Recently, there have been a lot of rumors circulating around the student body regarding PlayHard Productions, most specifically surrounding the funding they receive from the school.


Juxtaposed with the dwindling Llamapalooza funds, some students have been outraged about the special event funding PHP has collected from CCSGA.


Ross Palmer and Robert Waldeck originally founded the student entertainment group in 2005, but PlayHard Productions has been in operation under its current name since 2011. Since 2011, the current manifestation of the group has put on seven events with an average attendance of five hundred students.


In an official statement issued by PlayHard Productions, they said their goal “is to organize fun, safe, and creative events that CC’s student body will enjoy,” specifically through the mode of electronic dance music.


“In regards to including other genres of music, we feel that PlayHard’s central purpose is to promote dance music,” the statement said. “There are many other student groups that provide outlets for other styles of music and we appreciate being a part of a community that values a diverse range of music genres.”


Over the past year, the CCSGA Special Events Fund has allocated $13,650 to PHP for electronic dance events. Their event this fall, called “BUMP,” received $2,250; Ice Age, in December, received $6,400; and Metamorphosis, this month, received $5,000.


“PlayHard productions received Special Events funding for their events like any other group on campus,” said Stanley Sigalov, financial vice president of the CCSGA. “The Finance Committee does their best to treat every event independent from any other event.”


Bethany Grubbs, student life specialist for campus activities, echoed Sigalov’s initial statement.


“[PHP] receives no funding from Campus Activities and [they] have to petition CCSGA for special events funding for each of their events,” she said. “They work with me to build detailed budgets for each event and then take their requests to the finance committee. It would be a mistake to believe that they have any additional control over how CCSGA allocates their funds.”


The majority of each event’s funds goes towards security, which is mandated by the school. Metamorphosis had twelve security guards on staff for four hours with an hourly rate of $27 per hour, which accounted for a little more than one-fifth of their budget.

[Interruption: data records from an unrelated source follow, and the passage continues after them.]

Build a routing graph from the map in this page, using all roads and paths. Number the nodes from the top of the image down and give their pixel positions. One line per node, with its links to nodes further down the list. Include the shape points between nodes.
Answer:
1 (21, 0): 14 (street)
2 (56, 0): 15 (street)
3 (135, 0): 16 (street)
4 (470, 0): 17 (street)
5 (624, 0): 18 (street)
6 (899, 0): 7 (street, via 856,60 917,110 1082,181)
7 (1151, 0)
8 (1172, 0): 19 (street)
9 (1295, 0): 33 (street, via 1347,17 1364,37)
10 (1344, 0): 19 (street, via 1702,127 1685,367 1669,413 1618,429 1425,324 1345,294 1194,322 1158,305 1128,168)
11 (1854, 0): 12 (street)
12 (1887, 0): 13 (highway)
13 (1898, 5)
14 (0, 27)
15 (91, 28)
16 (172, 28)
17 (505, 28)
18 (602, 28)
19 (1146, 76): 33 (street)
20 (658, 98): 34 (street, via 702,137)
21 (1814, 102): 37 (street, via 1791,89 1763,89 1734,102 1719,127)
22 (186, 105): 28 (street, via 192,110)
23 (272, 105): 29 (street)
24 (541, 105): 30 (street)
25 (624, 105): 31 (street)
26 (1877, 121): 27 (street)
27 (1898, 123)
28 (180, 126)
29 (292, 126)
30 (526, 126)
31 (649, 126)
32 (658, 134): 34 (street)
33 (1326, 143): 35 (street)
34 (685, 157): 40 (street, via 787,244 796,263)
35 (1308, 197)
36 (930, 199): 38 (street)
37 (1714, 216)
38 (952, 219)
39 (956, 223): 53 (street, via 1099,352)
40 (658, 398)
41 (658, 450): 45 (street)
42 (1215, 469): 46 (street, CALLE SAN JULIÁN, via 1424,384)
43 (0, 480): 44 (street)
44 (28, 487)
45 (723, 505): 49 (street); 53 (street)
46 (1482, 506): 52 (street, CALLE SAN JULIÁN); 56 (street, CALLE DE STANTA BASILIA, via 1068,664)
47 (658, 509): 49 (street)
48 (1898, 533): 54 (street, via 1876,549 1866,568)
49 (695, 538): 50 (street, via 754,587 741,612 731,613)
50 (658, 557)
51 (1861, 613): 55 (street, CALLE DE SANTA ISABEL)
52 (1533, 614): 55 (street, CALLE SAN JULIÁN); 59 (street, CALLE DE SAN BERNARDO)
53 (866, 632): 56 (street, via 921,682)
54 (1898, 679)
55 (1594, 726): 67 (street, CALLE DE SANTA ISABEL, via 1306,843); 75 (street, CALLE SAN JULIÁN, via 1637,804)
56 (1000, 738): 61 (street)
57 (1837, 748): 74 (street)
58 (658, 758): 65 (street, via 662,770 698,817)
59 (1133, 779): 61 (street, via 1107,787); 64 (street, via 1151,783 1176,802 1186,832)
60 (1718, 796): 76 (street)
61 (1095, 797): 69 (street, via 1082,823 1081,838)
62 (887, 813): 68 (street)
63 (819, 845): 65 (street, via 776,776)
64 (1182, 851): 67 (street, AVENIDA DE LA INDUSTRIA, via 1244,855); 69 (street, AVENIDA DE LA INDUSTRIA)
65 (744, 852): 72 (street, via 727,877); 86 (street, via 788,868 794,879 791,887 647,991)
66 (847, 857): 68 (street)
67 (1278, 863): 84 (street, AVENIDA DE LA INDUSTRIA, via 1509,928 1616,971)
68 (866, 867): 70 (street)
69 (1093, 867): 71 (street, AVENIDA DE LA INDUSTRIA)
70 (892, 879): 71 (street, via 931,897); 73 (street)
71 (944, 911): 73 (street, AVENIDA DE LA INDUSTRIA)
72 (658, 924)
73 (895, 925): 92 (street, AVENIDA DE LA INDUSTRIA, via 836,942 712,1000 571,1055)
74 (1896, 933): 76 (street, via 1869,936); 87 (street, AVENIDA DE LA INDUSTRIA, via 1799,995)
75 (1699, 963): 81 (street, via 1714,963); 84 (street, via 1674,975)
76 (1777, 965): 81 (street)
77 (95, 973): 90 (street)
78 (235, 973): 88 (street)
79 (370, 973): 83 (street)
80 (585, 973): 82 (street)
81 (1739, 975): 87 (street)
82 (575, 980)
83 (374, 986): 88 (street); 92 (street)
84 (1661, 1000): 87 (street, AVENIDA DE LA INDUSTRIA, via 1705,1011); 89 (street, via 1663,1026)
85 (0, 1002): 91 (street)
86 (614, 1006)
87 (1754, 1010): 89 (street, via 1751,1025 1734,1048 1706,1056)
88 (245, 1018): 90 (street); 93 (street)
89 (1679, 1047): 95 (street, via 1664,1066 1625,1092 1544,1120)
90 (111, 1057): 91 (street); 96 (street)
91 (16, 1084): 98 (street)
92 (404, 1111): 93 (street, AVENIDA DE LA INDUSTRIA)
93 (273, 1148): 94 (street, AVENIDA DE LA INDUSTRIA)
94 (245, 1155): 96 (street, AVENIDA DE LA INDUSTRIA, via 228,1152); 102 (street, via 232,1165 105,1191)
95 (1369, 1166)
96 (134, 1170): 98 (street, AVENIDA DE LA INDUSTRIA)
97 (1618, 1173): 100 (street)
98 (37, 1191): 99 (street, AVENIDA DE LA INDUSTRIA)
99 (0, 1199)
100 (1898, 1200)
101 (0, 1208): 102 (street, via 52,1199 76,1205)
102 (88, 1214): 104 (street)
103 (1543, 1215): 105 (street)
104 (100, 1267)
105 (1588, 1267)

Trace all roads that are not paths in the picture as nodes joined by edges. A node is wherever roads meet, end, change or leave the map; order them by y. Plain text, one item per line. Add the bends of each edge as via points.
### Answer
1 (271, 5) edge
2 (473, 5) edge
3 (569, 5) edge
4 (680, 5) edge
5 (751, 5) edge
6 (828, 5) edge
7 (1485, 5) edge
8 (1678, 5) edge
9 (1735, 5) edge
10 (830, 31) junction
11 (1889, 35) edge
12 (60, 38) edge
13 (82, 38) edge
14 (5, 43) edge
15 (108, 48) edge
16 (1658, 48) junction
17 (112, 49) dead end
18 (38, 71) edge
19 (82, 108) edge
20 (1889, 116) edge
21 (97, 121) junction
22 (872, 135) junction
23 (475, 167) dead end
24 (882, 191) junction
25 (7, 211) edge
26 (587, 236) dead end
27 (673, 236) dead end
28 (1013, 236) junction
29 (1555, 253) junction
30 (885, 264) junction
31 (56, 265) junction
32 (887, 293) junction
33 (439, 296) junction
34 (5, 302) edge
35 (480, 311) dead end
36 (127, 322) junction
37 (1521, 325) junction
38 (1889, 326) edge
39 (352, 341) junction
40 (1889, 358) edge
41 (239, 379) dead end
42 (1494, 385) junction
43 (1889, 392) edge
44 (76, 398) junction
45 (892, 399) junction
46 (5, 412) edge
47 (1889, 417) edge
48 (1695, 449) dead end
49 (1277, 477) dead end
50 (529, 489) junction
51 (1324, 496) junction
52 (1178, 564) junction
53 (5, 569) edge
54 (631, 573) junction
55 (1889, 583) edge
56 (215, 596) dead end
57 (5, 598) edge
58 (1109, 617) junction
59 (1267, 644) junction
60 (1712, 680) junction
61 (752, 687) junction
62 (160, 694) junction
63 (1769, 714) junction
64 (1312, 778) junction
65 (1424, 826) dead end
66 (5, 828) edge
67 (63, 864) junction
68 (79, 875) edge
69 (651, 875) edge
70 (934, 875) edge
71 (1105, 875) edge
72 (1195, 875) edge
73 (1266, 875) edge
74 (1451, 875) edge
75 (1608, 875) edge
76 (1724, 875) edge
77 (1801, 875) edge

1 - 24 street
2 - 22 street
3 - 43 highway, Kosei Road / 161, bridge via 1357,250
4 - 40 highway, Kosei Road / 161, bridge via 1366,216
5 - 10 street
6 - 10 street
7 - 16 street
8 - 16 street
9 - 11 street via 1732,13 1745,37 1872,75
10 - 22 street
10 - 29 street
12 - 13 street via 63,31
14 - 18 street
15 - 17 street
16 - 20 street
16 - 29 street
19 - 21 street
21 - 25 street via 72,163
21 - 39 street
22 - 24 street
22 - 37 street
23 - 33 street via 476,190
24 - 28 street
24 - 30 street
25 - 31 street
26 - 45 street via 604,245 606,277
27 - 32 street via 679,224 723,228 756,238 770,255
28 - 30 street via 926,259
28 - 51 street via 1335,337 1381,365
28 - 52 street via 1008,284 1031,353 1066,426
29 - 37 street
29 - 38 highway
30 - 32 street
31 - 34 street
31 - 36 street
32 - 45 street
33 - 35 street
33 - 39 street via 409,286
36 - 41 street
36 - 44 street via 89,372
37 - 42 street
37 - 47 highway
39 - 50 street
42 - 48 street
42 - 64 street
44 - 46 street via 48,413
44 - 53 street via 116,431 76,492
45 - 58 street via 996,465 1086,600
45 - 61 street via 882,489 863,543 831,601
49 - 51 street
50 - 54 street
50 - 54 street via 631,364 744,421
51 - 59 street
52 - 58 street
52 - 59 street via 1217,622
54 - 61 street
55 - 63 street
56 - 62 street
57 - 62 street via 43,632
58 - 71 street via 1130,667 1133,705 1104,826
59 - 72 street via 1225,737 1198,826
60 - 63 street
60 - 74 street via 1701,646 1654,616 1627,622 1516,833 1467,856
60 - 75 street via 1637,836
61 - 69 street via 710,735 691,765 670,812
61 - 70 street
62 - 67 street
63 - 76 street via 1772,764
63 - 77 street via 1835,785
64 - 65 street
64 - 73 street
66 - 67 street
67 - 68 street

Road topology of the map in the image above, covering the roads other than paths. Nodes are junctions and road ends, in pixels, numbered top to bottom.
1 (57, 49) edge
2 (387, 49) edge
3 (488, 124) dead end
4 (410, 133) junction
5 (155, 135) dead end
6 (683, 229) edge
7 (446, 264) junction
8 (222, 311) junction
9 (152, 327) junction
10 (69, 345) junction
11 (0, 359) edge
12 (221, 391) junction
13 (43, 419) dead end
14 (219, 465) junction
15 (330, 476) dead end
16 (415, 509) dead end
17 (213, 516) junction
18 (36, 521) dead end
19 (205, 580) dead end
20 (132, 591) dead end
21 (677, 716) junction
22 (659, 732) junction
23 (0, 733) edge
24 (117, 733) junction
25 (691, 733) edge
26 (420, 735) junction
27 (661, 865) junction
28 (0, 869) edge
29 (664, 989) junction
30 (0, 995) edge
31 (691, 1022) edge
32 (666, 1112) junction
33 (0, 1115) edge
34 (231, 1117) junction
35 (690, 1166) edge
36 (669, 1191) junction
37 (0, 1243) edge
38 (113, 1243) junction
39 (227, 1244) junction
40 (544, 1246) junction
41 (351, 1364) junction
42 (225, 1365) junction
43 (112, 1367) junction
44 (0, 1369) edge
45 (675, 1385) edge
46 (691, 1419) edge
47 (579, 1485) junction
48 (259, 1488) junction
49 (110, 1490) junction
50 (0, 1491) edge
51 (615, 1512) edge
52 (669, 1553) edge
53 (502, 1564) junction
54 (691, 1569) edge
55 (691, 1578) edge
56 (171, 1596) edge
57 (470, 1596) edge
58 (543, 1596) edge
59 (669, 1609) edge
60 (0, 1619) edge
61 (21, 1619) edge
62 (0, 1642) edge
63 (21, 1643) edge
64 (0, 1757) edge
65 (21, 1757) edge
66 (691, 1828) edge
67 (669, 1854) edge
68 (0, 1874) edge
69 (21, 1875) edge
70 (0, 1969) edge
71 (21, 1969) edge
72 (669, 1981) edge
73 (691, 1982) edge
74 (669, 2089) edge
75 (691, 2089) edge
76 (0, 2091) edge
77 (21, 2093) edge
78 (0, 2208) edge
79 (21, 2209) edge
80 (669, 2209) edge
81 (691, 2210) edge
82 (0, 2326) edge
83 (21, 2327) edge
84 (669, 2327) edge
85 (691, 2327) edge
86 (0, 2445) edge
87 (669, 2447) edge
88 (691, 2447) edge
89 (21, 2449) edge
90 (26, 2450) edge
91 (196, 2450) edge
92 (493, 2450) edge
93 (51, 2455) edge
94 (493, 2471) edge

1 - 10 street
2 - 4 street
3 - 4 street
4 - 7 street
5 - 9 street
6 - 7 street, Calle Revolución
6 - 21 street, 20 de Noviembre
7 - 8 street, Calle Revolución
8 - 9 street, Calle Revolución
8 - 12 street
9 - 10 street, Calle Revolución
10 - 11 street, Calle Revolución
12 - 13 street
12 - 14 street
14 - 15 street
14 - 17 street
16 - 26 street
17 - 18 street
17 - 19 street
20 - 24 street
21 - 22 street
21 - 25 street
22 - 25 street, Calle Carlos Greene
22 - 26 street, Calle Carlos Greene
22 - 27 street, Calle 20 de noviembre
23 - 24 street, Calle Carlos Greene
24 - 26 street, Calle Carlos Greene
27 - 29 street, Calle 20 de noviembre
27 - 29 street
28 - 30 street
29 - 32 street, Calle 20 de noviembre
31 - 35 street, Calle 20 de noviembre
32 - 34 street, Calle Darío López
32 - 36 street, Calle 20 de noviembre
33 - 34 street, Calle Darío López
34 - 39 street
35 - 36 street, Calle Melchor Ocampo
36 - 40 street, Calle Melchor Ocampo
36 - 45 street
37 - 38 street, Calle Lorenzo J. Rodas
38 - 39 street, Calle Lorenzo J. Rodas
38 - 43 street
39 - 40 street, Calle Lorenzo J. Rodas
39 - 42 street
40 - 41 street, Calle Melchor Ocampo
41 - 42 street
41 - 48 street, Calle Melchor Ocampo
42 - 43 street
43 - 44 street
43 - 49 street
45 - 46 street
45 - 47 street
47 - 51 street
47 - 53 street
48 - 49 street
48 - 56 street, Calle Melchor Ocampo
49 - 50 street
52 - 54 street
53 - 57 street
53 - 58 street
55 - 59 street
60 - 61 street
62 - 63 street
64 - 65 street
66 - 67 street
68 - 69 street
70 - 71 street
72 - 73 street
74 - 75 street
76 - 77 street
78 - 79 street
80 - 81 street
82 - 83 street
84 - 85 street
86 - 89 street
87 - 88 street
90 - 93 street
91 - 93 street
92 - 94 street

The group spends another good chunk of their funds on sound systems and lights.


PHP’s most expensive event this year, Ice Age, was the result of a solicitation by Campus Events who felt they were responsible enough to take on a traditionally school-organized event. They were given the choice between Halloween and Ice Age, but chose Ice Age because Halloween fell during the week this year.


Grubbs affirmed the good standing that PlayHard has with the administration.


“I support them in their efforts and appreciate their professionalism as event planners,” she said. “I believe they are good stewards of the funding they are granted, and make efforts to use their money wisely. I have been continually impressed by what they can do with relatively small amounts of money and a lot of creativity.”


Students continue to be up-in-arms at the idea that PlayHard Productions takes away from the Llamapalooza.


“The notion that PlayHard Productions took funds away from the Llamapalooza committee is only as valid as Blues & Shoes or Dan Savage taking funds away from Llama,” Sigalov said. “These events are only tied by the fact that their financing comes from the Special Events fund. Therefore, the claim that a certain group or event specifically took funds away from another group or event is ridiculous.”


“Llamapalooza may be struggling to raise the money it needs, but blame for that cannot be placed on PlayHard,” Grubbs said.


PlayHard Productions declined to comment specifically on the monetary situation of Llamapalooza.


“With regard to the recent remarks concerning PlayHard’s funding, we sympathize with the concerns of the student body,” representatives said.  “Unfortunately, this is an issue of funding allocation within student government. As stated above, the finance committee exercises complete control over our budget. We respect the decisions of student government and truly believe that they, like us, have the best interest of the student body at heart. We are always grateful for the funding that we do receive, and strive to produce the best events possible.”


While the gossip surrounding PlayHard Productions seems to be largely unfounded, it alludes to a larger issue of how the distribution of event funding is decided.


“I think there is a discrepancy between what students want and what CCSGA is paying for,” sophomore Whitney Perry said.